Subqueries | A Lightning SQL Tutorial

Table of contents:

Nulls in NOT IN Predicates

A subquery is a SELECT statement embedded within another SQL statement. You can use subqueries in place of column references, in place of table references, to generate values for comparison in a WHERE or HAVING condition, and to generate values for inserts and updates.

4.7.1 Treating Rowsets as Tables

So far in this chapter, you've selected data from tables. A SELECT statement is executed, and a set of rows comes back as the result. Imagine if you could further treat that set of rows as a table against which you issue another SELECT statement or perhaps an UPDATE or a DELETE. Using a subquery, you can do just what I've described, and that can lead to some interesting and elegant solutions to SQL problems.

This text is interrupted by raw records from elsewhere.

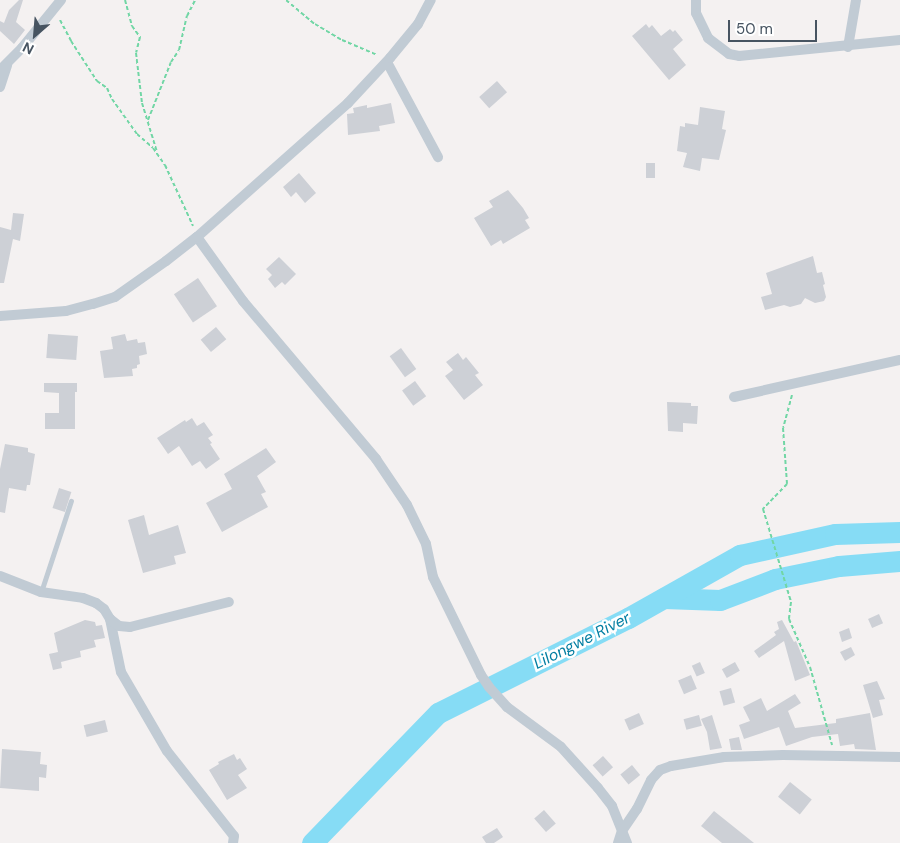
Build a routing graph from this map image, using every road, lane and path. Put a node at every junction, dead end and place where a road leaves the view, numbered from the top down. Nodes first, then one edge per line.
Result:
1 (125, 0) edge
2 (195, 0) edge
3 (286, 0) edge
4 (431, 0) edge
5 (696, 0) edge
6 (856, 0) edge
7 (56, 3) edge
8 (900, 40) edge
9 (848, 47) junction
10 (387, 62) junction
11 (4, 67) edge
12 (0, 87) edge
13 (148, 120) junction
14 (158, 154) junction
15 (438, 157) dead end
16 (197, 237) junction
17 (0, 316) edge
18 (900, 360) edge
19 (795, 383) junction
20 (734, 397) dead end
21 (71, 502) dead end
22 (0, 576) edge
23 (41, 592) junction
24 (229, 602) dead end
25 (110, 619) junction
26 (835, 756) junction
27 (900, 757) edge
28 (622, 831) junction
29 (233, 843) edge
30 (618, 843) edge
31 (627, 843) edge

1 - 13 path
2 - 13 path
3 - 10 path
4 - 10 street
5 - 9 street
6 - 9 street
7 - 11 street
7 - 14 path
8 - 9 street
10 - 15 street
10 - 16 street
11 - 12 street
13 - 14 path
14 - 16 path
16 - 17 street
16 - 28 street
18 - 19 street
19 - 20 street
19 - 26 path
21 - 23 lane
22 - 23 street
23 - 25 street
24 - 25 street
25 - 29 street
26 - 27 street
26 - 28 street
28 - 30 street
28 - 31 street

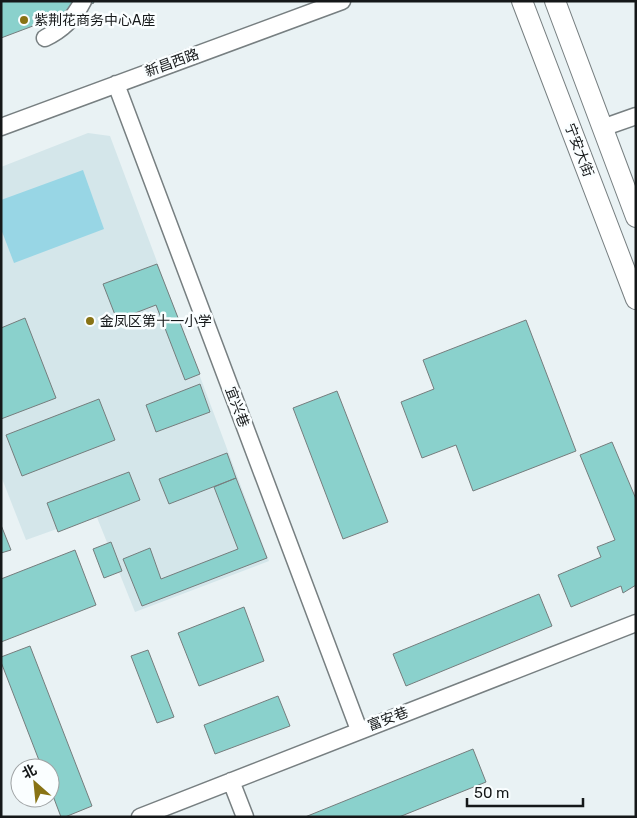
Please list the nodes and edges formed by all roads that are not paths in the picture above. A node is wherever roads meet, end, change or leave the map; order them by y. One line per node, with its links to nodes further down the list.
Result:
1 (83, 1): 5 (street)
2 (342, 1): 6 (street, 新昌西路)
3 (522, 1): 11 (main road, 宁安大街)
4 (555, 1): 9 (main road)
5 (45, 38)
6 (116, 84): 8 (street, 新昌西路); 13 (street, 宜兴巷)
7 (636, 116): 9 (street)
8 (1, 128)
9 (602, 128): 10 (main road)
10 (636, 217)
11 (636, 299)
12 (636, 623): 13 (street, 富安巷)
13 (358, 730): 14 (street, 富安巷)
14 (231, 781): 15 (street, 富安巷); 16 (street)
15 (140, 817)
16 (245, 817)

One use for a subquery in the FROM clause is to aggregate data that has already been aggregated. For example, you might be faced with the following business problem:

Find all employees who have worked on projects 1001 and 1002 during the year 2004. Sum the number of hours each of those employees has worked on each project during that year. Report the ranges. Show the lowest number of hours that any employee worked on each project during 2004, as well as the highest number of hours.

This is an interesting problem to solve because you must sum the hours for employee/project combinations using the SUM aggregate function, and you must apply MIN and MAX to your sums. Example 4-32 shows one way to approach this problem using a subquery.

Example 4-32. Aggregating aggregated data


SELECT phs.project_id, MIN(phs.hours), MAX(phs.hours)


FROM (SELECT employee_id, project_id, SUM(hours_logged) hours


FROM project_hours


WHERE project_id IN (1001, 1002)


AND TRUNC(time_log_date,'Year') = TO_DATE('1-Jan-2004',

 'dd-Mon-yyyy')


GROUP BY employee_id, project_id) phs


GROUP BY project_id;

PROJECT_ID MIN(PHS.HOURS) MAX(PHS.HOURS)

---------- -------------- --------------

 1001 4 20

 1002 8 24

The subquery appears in the FROM clause enclosed in parentheses. The outer query treats the rows from the subquery in the same manner as it would treat rows from a table. Tables have names , and so should subqueries. Example 4-32 gives the name , or alias, phs to the subquery. The outer query uses that name to refer to the columns from the subquery. The alias hours is given to the column represented by SUM(hours_logged) , making it easy to refer to that column from the outer query.

The call to TRUNC(time_log_date,'Year') converts each date to January 1 st of its year. Any date in 2004 will be truncated to 1-Jan-2004. It's easy, then, to eliminate time log entries for other years .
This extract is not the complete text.